Une histoire qui avait bouleversé malgré lui le Dieu de la Foudre. Il s'était alors imaginé une minuscule version de Sylvie suspendue au cou de son frère. Et son cœur s'était aussitôt empli de quelque chose de chaud, de moelleux, d'apaisant. Le temps d'une seconde, les pommiers d'Idunn avaient repris leur danse lente dans les rayons naissants de Sòl. Le temps d'une seconde, le Bifröst avait retrouvé ses couleurs d'antan. Le temps d'une seconde, il avait entrevu le portrait d'une famille dans un éclat de miroir.

Le temps d'une seconde, il y avait eu un violon qui jouait dans l'ombre d'un grand frêne, des enfants qui riaient et frappaient dans les mains ; une paix lointaine et épargnée ; un regard vert moucheté d'or qui ne souriait que pour lui ; la naïveté du silence et la douceur de l'ignorance.

« Elle devait être une grande femme.

- Elle l'était. Ce monde était juste… trop petit pour elle. » Le temps d'une seconde, il avait ressenti la fragilité dans la voix de la jeune femme. Avant de revoir le sourire sur ses lèvres, de ce même genre de gaité qui servait à camoufler les ombres émotionnelles. Une fille de la Malice, c'était certain.
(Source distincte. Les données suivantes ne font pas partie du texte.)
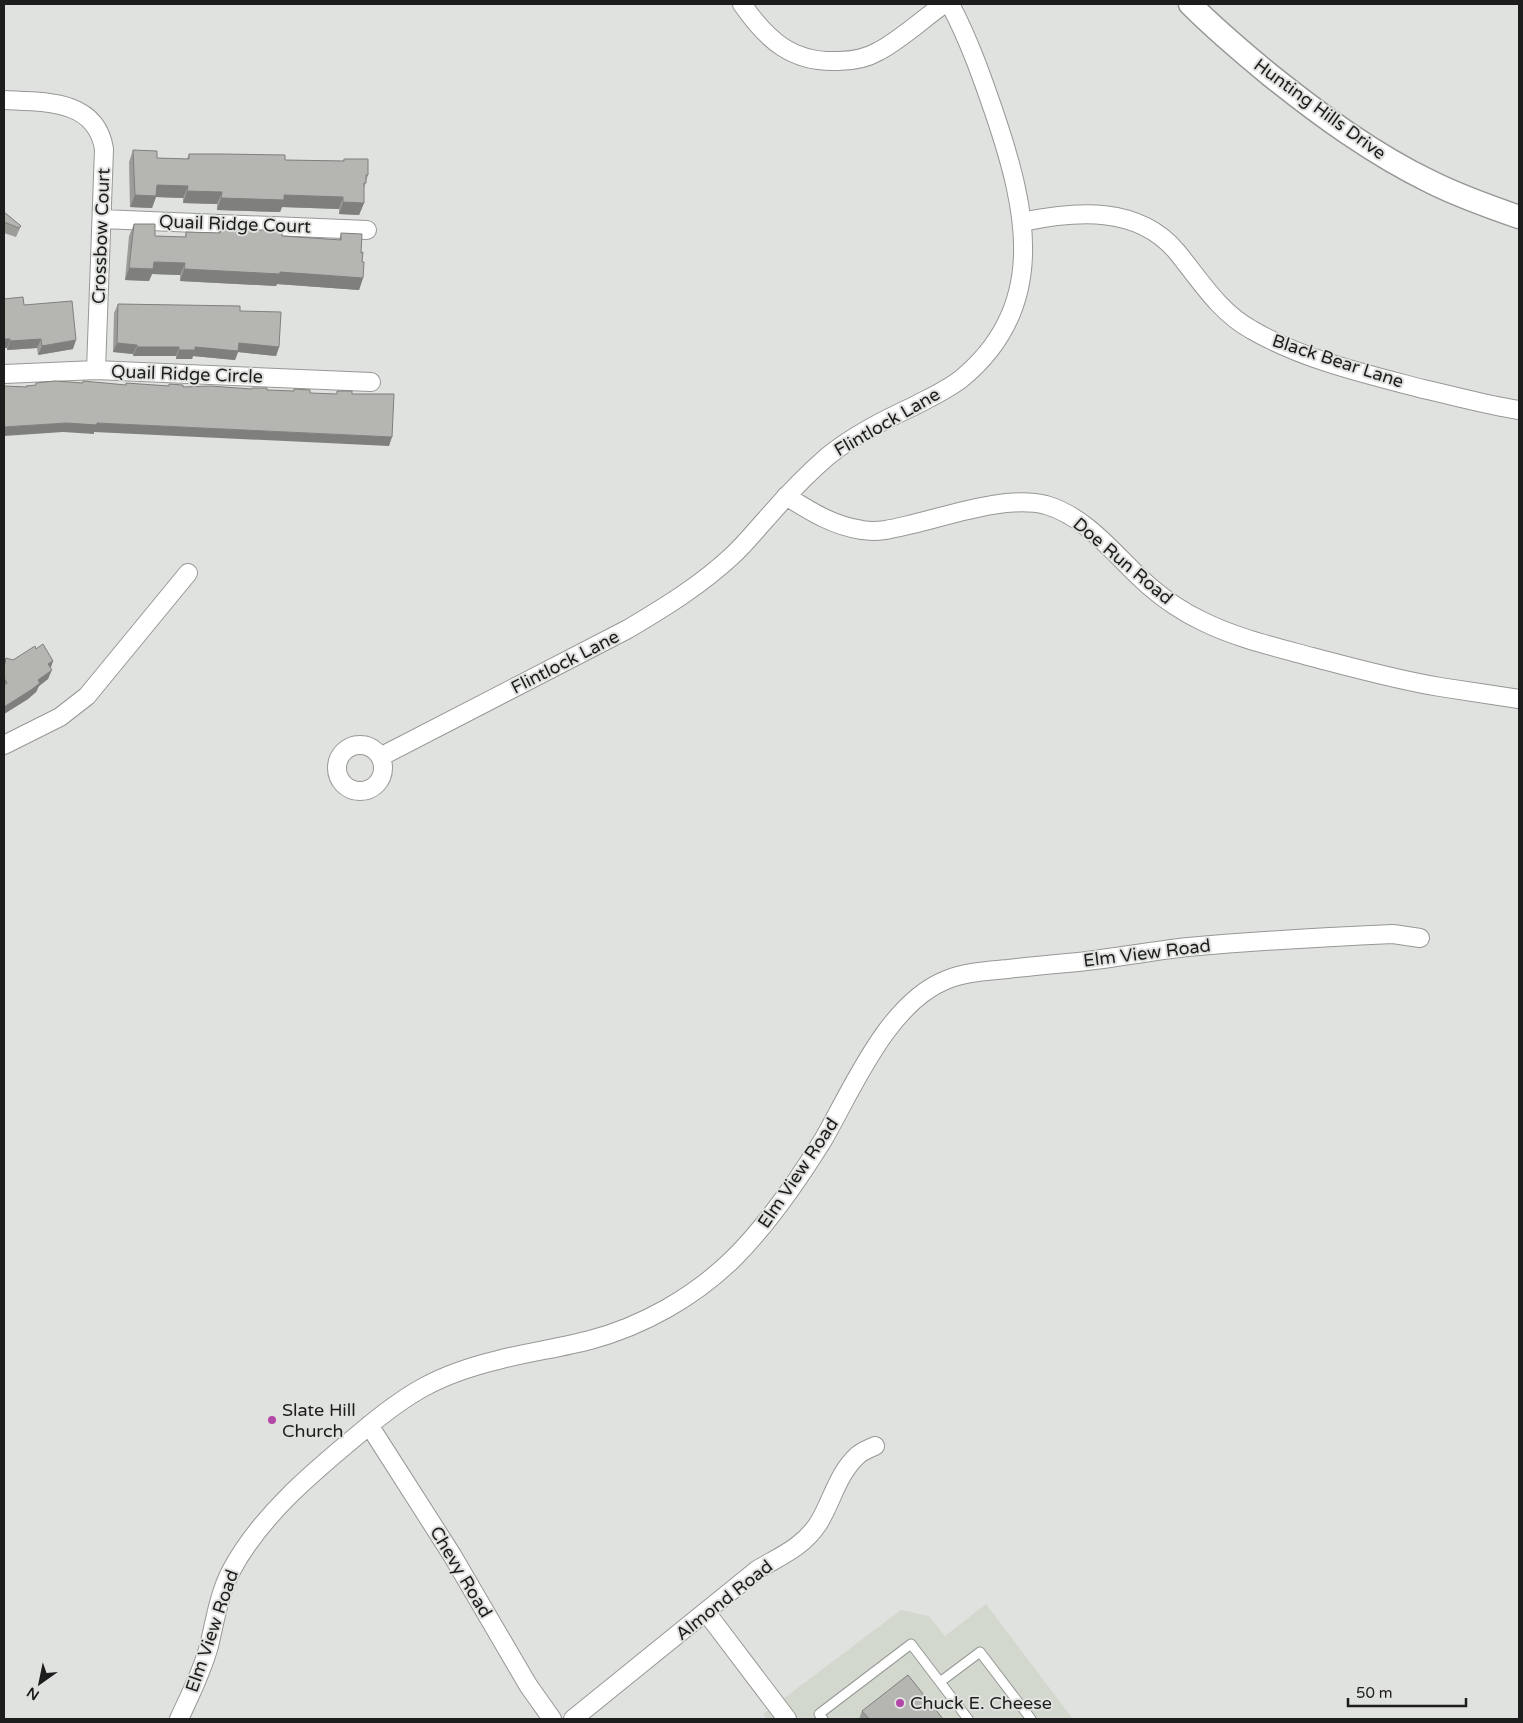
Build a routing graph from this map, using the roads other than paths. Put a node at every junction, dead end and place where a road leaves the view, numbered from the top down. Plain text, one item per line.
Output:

Par instinct, Thor laissa son menton se percher sur le sommet des boucles blondes. Sylvie était au final un peu comme la nièce qu'il n'aurait jamais. C'était agréable, comme un baume sur ses nerfs irrités. Ils demeurèrent ainsi plusieurs minutes, à observer en silence le poisson à plume traduire les paroles de sa semblable à Loki, replacer une mèche égarée de ce dernier derrière son oreille – dans un geste inutilement lent et précautionneux -, avant de venir la fixer avec une pince en or sertie d'émeraudes. Cadeau sur les pierres duquel vinrent se réverbérer les rayons de l'astre déjà haut dans le ciel ; bien pâles face au pendentif suspendu à son cou. Sa marque, celle qu'il avait laissée deux siècles plus tôt et que son frère portait encore, tel un souvenir de cette fuite insensée au beau milieu de la nuit. Un aurevoir, une promesse : celle de revoir un jour le soleil brillait à nouveau sur leurs conversations, leurs jeux et leurs étreintes. Au-delà du sang et du rang, à jamais liés.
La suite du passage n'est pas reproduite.